Critical Mass Modula-3: libm3/src/sx/Sx.i3

libm3/src/sx/Sx.i3

Copyright 1993 Digital Equipment Corporation. Distributed only by permission. See the file COPYRIGHT for a full description. Last modified on Fri Dec 10 10:29:13 PST 1993 by mcjones modified on Wed Apr 28 21:37:34 PDT 1993 by meehan modified on Wed Feb 17 21:46:45 PST 1993 by mjordan modified on Tue Jan 26 14:38:00 PST 1993 by gnelson

An Sx.T is a symbolic expression represented as a recursive linked list structure, as in Lisp. This interface provides routines for reading and printing symbolic expressions, as well as some convenience procedures for manipulating them. The syntax of an Sx.T is as follows:

      Sx = Char | Text | Int | Real | Longreal | Extended
         | Atom | Boolean | "(" List ")".
      
      List =  {Sx}.

\index{symbolic expression}

A Char is a Modula-3 character literal; the corresponding Sx.T is of type REF CHAR.

A Text is a Modula-3 text literal. The corresponding Sx.T is a TEXT.

An Int is a Modula-3 integer literal, possibly preceded by a plus sign (+) or minus sign (-). The corresponding Sx.T is of type REF INTEGER.

A Real, Longreal, or Extended is a floating-decimal number parsed using the grammar for Float specified in the Lex interface. The corresponding Sx.T is of type REF REAL, REF LONGREAL or REF EXTENDED, depending on whether the letter introducing the exponent is 'e', 'd', or 'x'. If there is no exponent, the result will be of type REF REAL.

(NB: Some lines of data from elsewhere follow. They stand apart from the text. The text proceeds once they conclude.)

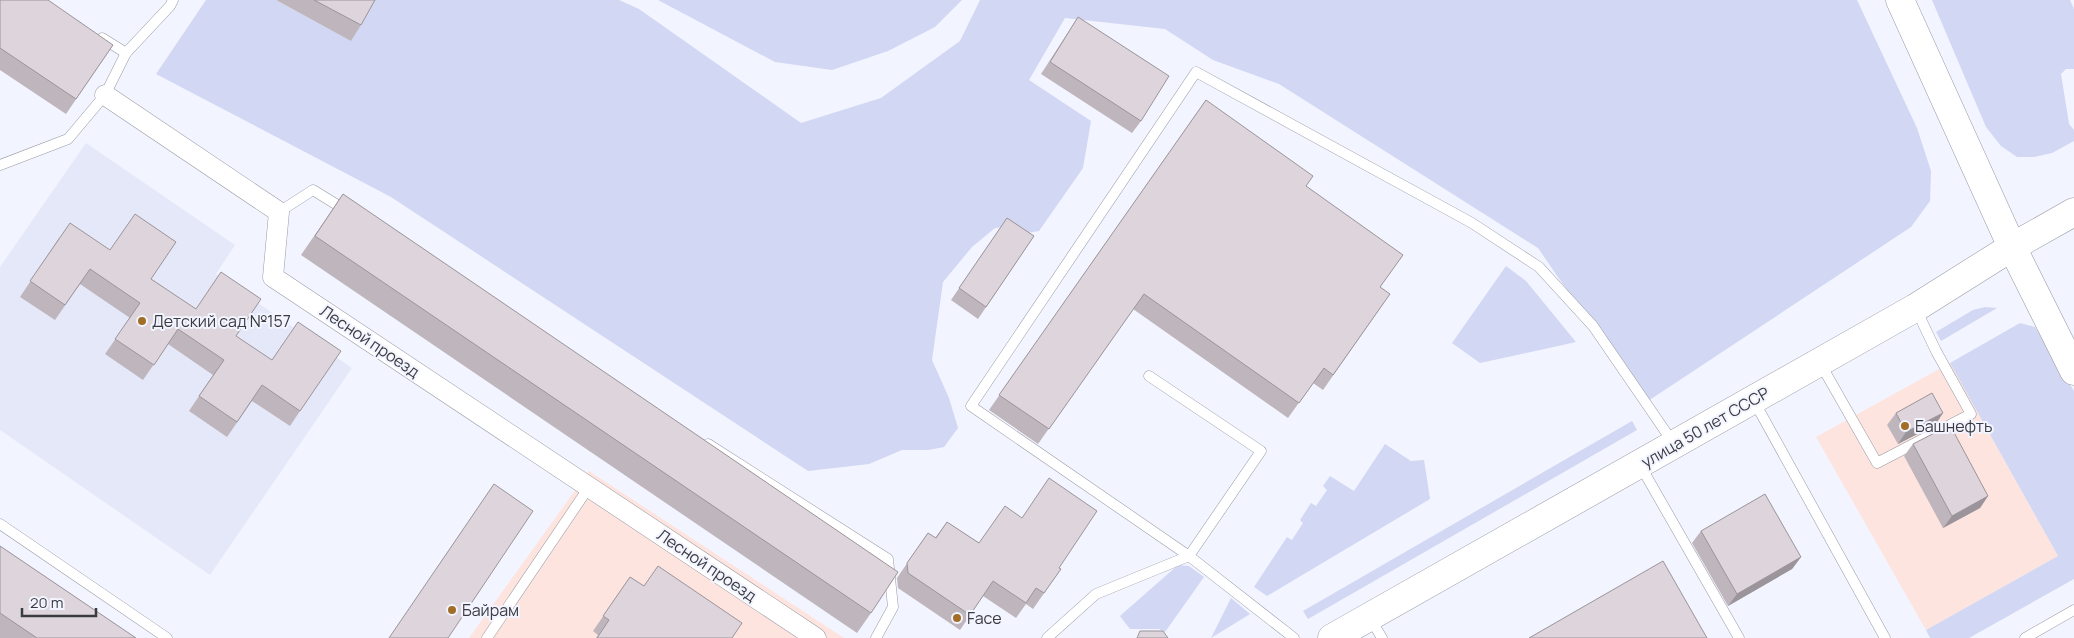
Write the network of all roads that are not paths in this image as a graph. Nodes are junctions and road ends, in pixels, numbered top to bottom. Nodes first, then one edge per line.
1 (173, 0) edge
2 (1900, 0) edge
3 (90, 30) edge
4 (126, 52) junction
5 (105, 95) junction
6 (0, 165) edge
7 (280, 212) junction
8 (2072, 213) edge
9 (355, 216) edge
10 (2012, 247) junction
11 (1915, 308) junction
12 (1819, 362) junction
13 (2074, 371) edge
14 (1149, 376) dead end
15 (1753, 400) junction
16 (698, 437) edge
17 (1674, 445) junction
18 (1640, 464) junction
19 (589, 487) junction
20 (0, 524) edge
21 (1189, 556) junction
22 (2074, 610) edge
23 (1376, 628) edge
24 (167, 638) edge
25 (487, 638) edge
26 (816, 638) edge
27 (876, 638) edge
28 (1047, 638) edge
29 (1294, 638) edge
30 (1332, 638) edge
31 (1739, 638) edge
32 (1885, 638) edge
33 (2025, 638) edge

1 - 4 lane
2 - 10 main road
3 - 4 lane
4 - 5 lane
5 - 6 lane
5 - 7 street
7 - 9 lane
7 - 19 street, Лесной проезд
8 - 10 main road, улица 50 лет СССР
10 - 11 main road, улица 50 лет СССР
10 - 13 main road
11 - 12 main road, улица 50 лет СССР
11 - 12 lane
12 - 15 main road, улица 50 лет СССР
14 - 21 lane
15 - 17 main road, улица 50 лет СССР
15 - 32 lane
16 - 27 lane
17 - 18 main road, улица 50 лет СССР
17 - 21 lane
18 - 23 main road, улица 50 лет СССР
18 - 31 lane
19 - 25 lane
19 - 26 street, Лесной проезд
20 - 24 lane
21 - 28 lane
21 - 29 lane
22 - 33 lane
23 - 30 main road, улица 50 лет СССР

An Atom is either (1) a Modula-3 identifier, or (2) a non-empty sequence of characters from the set

       ! # $ % & * + - . / : < = > ? @ [ ] ^ _ { } {\tt ~}

or (3) a sequence of characters and escape sequences surrounded by vertical bars (|s). The escape sequences are the same as those allowed in Modula-3 text literals, with the addition of {\def\ttSlashBackslash{{\tt \|}} \ttSlashBackslash} to allow an atom to contain |. In all three cases, the corresponding Sx.T is an Atom.T.

For example, the following are valid atoms:

      A1
      +=
      |1\||

A Boolean is either TRUE or FALSE; the corresponding Sx.T is of type Atom.T; in other words, this is not a distinct type.

The Sx.T corresponding to a List is a RefList.T containing the items of the list in order.

The tokens of an Sx.T can be separated by arbitrary sequences of blanks, tabs, newlines, carriage returns, form feeds, and vertical tabs, which are ignored. (These are the same whitespace characters that are ignored between tokens of a Modula-3 program.) They can also be separated by comments, which begin with a semicolon and end with newline.

The syntax of tokens can be extended with the SetReadMacro procedure.

INTERFACE Sx;

IMPORT Atom, Rd, RefList, Thread, Wr;

TYPE T = REFANY;

EXCEPTION
  ReadError(TEXT);
  PrintError(TEXT);

PROCEDURE FromChar(c: CHAR): REF CHAR;

Return a Char with value c.


PROCEDURE FromInt(i: INTEGER): REF INTEGER;

Return an Int with value i.


PROCEDURE FromReal(r: REAL): REF REAL;

Return a Real with value r.


PROCEDURE FromLongReal(r: LONGREAL): REF LONGREAL;

Return a Longreal with value r.


PROCEDURE FromExtended(r: EXTENDED): REF EXTENDED;

Return an Extended with value r.


PROCEDURE FromBool(b: BOOLEAN): Atom.T;

Return a Boolean. If b is TRUE, return Sx.True. Otherwise, return Sx.False.

The From... procedures do not necessarily perform an allocation: if the same value is passed to two calls, the same reference may be returned. As a consequence, clients should not modify the referent of a reference returned by any of these procedures.

Each REF CHAR, REF INTEGER, REF REAL, REF LONGREAL, REF EXTENDED, TEXT, or Atom.T, no matter how constructed, is an Sx.T.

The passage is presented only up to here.